The Community Foundation for Southwest Washington’s loan program has raised more than $3 million since its launch in June — dollars that will be funneled directly back into the community.
The Community Foundation’s Southwest Washington Impact Investment Fund for Transformation offers low-interest loans to local nonprofit groups for large-scale projects.
“We can work with a nonprofit organization, extend their loan, or perhaps change the parameters of the loan to make sure it’s paid off and is able to return back to the community,” Community Foundation President Matt Morton said. “I think that’s the unique piece — that it is recycled over and over again.”
As SWIIFT loans are repaid, the principal and interest amounts are reinvested to fund multiple projects over time, Senior Communications Officer Maury Harris said.
The Community Foundation launched SWIIFT with $1.5 million and recently secured a $1.5 million donation from the Ed and Dollie Lynch Fund, with an additional $500,000 pledged if the foundation raises a matching amount. The nonprofit is aiming to raise an another $2 million for the fund through additional investments and donations.
To date, three Clark County nonprofits — Fourth Plain Forward, Fosterful and Housing Initiative LLC — have received a total of $850,000 through SWIIFT and are using the money for various community-based projects.
Fourth Plain Forward, which received $100,000, has already repaid its loan, which will fund startup costs for a micro-lending program. As a future long-term lending agency, Fourth Plain Forward hopes to increase financial access for underbanked small business owners and entrepreneurs across Clark County, especially in Black, Latino and tribal communities.
“Our SWIIFT loan served as a crucial bridge, allowing us to stand up our lending agency without spending countless hours overcoming financial roadblocks and administrative delays,” Fourth Plain Forward Executive Director Paul Burgess said in a news release March 18. “Instead, we focused immediately on laying the foundation for a program that will expand economic opportunities in Clark County for years to come.”
Fosterful, a Vancouver nonprofit that serves Southwest Washington’s foster youth, received $250,000 through SWIIFT, which will provide funding to facilitate its Caregiver Support Project.
The project offers transportation support, respite care sourcing assistance, resource navigation and more to ensure caregivers don’t have to navigate foster parenting alone, Fosterful Executive Director Sarah Desjarlais said.

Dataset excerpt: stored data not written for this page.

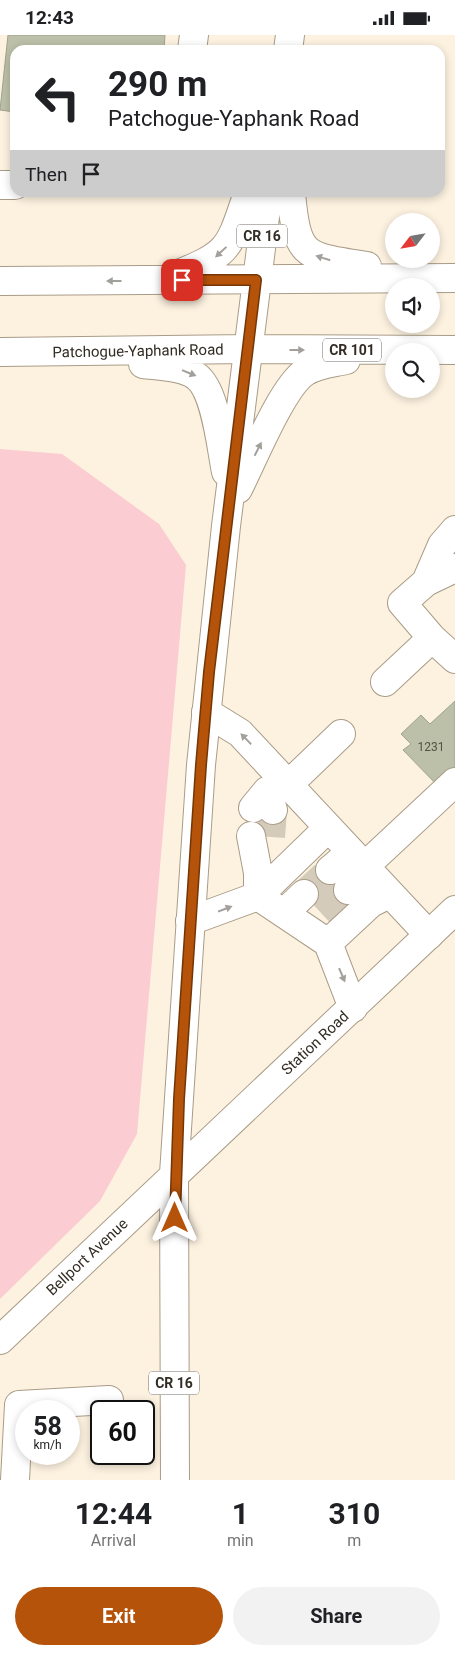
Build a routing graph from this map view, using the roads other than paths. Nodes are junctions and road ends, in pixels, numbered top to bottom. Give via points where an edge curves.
1 (247, 197) edge
2 (267, 197) edge
3 (291, 197) edge
4 (448, 278) edge
5 (163, 280) junction
6 (256, 280) junction
7 (0, 281) edge
8 (248, 349) junction
9 (385, 350) edge
10 (385, 350) edge
11 (440, 350) edge
12 (455, 350) edge
13 (0, 352) edge
14 (73, 352) junction
15 (229, 501) junction
16 (455, 530) edge
17 (455, 568) edge
18 (426, 582) junction
19 (432, 638) junction
20 (455, 659) edge
21 (385, 682) dead end
22 (206, 712) junction
23 (341, 734) dead end
24 (455, 782) edge
25 (272, 793) junction
26 (328, 828) junction
27 (261, 837) tunnel mouth
28 (361, 864) junction
29 (330, 870) tunnel mouth
30 (258, 884) junction
31 (348, 890) tunnel mouth
32 (389, 893) junction
33 (304, 894) tunnel mouth
34 (455, 910) edge
35 (284, 913) junction
36 (190, 921) junction
37 (319, 929) junction
38 (429, 935) junction
39 (353, 1008) junction
40 (174, 1174) junction
41 (0, 1339) edge
42 (90, 1401) edge
43 (15, 1480) edge
44 (175, 1480) edge

1 -> 5 main road via 226,248 210,262
2 - 6 main road, CR 16
4 -> 3 main road via 324,259 311,253 298,239 294,228
4 - 6 main road
5 - 6 main road
5 -> 7 main road
6 - 8 main road, CR 16
8 -> 9 main road, Patchogue-Yaphank Road / CR 101
8 - 14 main road, Patchogue-Yaphank Road / CR 101
8 - 15 main road, CR 16
15 -> 10 main road via 289,388 297,379 313,368
11 - 12 main road, Patchogue-Yaphank Road / CR 101
13 - 14 main road, Patchogue-Yaphank Road / CR 101
14 -> 15 main road via 196,375 209,393
15 - 22 main road, CR 16
16 - 18 main road via 442,545
17 - 18 main road
18 - 19 main road via 402,603
19 - 20 main road
19 - 21 main road
25 -> 22 main road via 240,733
22 - 36 main road, CR 16
23 - 25 main road
24 - 28 main road
25 - 26 main road
26 - 28 main road
26 - 30 main road
27 - 30 main road
28 - 29 main road
28 - 31 main road
28 - 32 main road
30 - 35 main road
36 -> 30 main road
32 - 37 main road
32 - 38 main road
33 - 35 main road
34 - 38 main road, Station Road
35 - 37 main road
36 - 40 main road, CR 16
37 -> 39 main road
38 - 39 main road, Station Road
39 - 40 main road, Station Road
40 - 41 main road, Bellport Avenue
40 - 44 main road, CR 16
42 - 43 main road via 19,1405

She expects the project will also receive between $2 million to $3 million from the Washington State Department of Children, Youth and Families over the next three years.
“Our job is to be that switchboard or connection for foster families,” Desjarlais said. “I think it says a lot about the Community Foundation’s trust in us as well. It feels like they’re doubling down on their investment in our most vulnerable community members.”
Housing Initiative LLC, a subsidiary of the Council for the Homeless that develops affordable housing for people with barriers, is set to receive $500,000 through SWIIFT. The loan will help organizations overcome predevelopment costs for a future affordable housing development.
“It’s really important to us that the community and the organizations that serve them are able to define their own measures of success,” Morton said. “They’re defining success for themselves and how they’re going to get there and showing that in fact they’re able to achieve it, that’s proof enough to us.”
The process for SWIIFT begins with investment. Donors have the option to allocate $25,000 or more from a new or existing charitable fund into the SWIIFT initiative over a five-year period. Donors can also make a gift of any amount to the initiative with cash and noncash assets.
The money from these investments will go to low-interest loans for nonprofit organizations and housing providers in the region. Loans given to nonprofits can range from $100,000 to $500,000, Morton said.
Loan applications are now open and available to nonprofits and housing providers in Clark, Cowlitz and Skamania counties. For those interested in applying, visit www.cfsww.org/swiift-loans.
“It really helps to bolster this nonprofit sector that is incredibly important to this region,” Morton said.